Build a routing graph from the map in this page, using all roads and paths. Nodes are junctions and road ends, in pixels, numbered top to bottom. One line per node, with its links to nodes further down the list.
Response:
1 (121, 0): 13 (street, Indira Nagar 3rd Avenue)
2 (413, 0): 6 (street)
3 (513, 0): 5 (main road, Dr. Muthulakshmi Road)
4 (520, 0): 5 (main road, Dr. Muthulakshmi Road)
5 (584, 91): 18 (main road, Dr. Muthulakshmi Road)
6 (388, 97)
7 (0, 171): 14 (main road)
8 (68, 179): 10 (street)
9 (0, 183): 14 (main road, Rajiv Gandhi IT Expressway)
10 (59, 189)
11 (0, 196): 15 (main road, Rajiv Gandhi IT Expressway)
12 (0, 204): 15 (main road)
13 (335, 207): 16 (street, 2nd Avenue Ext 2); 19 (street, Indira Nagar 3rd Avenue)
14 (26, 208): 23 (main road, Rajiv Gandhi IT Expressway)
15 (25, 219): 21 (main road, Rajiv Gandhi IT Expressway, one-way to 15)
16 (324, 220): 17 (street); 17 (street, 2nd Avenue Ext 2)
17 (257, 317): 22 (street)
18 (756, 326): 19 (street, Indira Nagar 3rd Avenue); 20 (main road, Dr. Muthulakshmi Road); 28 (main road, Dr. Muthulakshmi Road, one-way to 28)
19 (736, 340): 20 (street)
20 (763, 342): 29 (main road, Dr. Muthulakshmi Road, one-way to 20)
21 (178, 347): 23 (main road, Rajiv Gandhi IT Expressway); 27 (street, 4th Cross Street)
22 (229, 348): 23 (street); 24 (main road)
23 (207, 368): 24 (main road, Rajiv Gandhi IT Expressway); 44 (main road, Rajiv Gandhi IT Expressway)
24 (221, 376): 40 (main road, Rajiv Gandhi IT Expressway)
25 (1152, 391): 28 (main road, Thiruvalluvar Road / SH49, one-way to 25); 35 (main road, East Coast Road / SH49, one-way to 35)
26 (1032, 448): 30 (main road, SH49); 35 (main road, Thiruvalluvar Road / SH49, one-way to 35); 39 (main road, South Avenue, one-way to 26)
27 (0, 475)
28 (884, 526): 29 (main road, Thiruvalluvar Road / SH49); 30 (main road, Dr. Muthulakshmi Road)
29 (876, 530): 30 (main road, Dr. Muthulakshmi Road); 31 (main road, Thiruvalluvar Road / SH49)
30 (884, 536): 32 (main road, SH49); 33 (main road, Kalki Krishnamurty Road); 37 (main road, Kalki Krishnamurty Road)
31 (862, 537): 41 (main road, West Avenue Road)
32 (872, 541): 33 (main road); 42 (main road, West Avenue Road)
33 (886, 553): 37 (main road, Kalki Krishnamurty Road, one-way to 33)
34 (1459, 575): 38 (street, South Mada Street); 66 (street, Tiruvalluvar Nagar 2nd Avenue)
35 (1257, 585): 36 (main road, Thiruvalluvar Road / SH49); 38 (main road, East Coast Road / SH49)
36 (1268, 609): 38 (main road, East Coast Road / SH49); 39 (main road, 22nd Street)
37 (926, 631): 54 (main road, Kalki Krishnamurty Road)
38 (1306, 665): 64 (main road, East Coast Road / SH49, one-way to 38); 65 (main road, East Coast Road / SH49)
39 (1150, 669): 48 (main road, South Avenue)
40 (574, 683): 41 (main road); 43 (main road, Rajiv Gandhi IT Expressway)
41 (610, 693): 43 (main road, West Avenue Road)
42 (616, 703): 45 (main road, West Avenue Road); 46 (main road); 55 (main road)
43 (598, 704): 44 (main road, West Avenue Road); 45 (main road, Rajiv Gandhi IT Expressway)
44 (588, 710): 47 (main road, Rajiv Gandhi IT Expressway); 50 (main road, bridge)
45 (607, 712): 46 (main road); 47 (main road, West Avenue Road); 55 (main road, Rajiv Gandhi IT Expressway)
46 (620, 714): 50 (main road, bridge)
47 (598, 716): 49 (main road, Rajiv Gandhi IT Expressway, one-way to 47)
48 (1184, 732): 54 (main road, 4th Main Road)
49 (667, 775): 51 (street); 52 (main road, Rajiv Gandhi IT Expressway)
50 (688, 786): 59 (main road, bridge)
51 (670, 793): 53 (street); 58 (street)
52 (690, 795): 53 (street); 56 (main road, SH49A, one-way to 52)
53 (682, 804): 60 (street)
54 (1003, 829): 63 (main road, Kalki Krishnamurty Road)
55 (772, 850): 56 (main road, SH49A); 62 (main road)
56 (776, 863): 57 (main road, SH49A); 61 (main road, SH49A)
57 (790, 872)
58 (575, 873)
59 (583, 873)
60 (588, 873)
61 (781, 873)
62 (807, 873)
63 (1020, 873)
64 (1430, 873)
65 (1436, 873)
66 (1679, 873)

____

### Task description
Please say how many lines in the records contain the word "Krishnamurty", and give only that number.

### Problem solution
4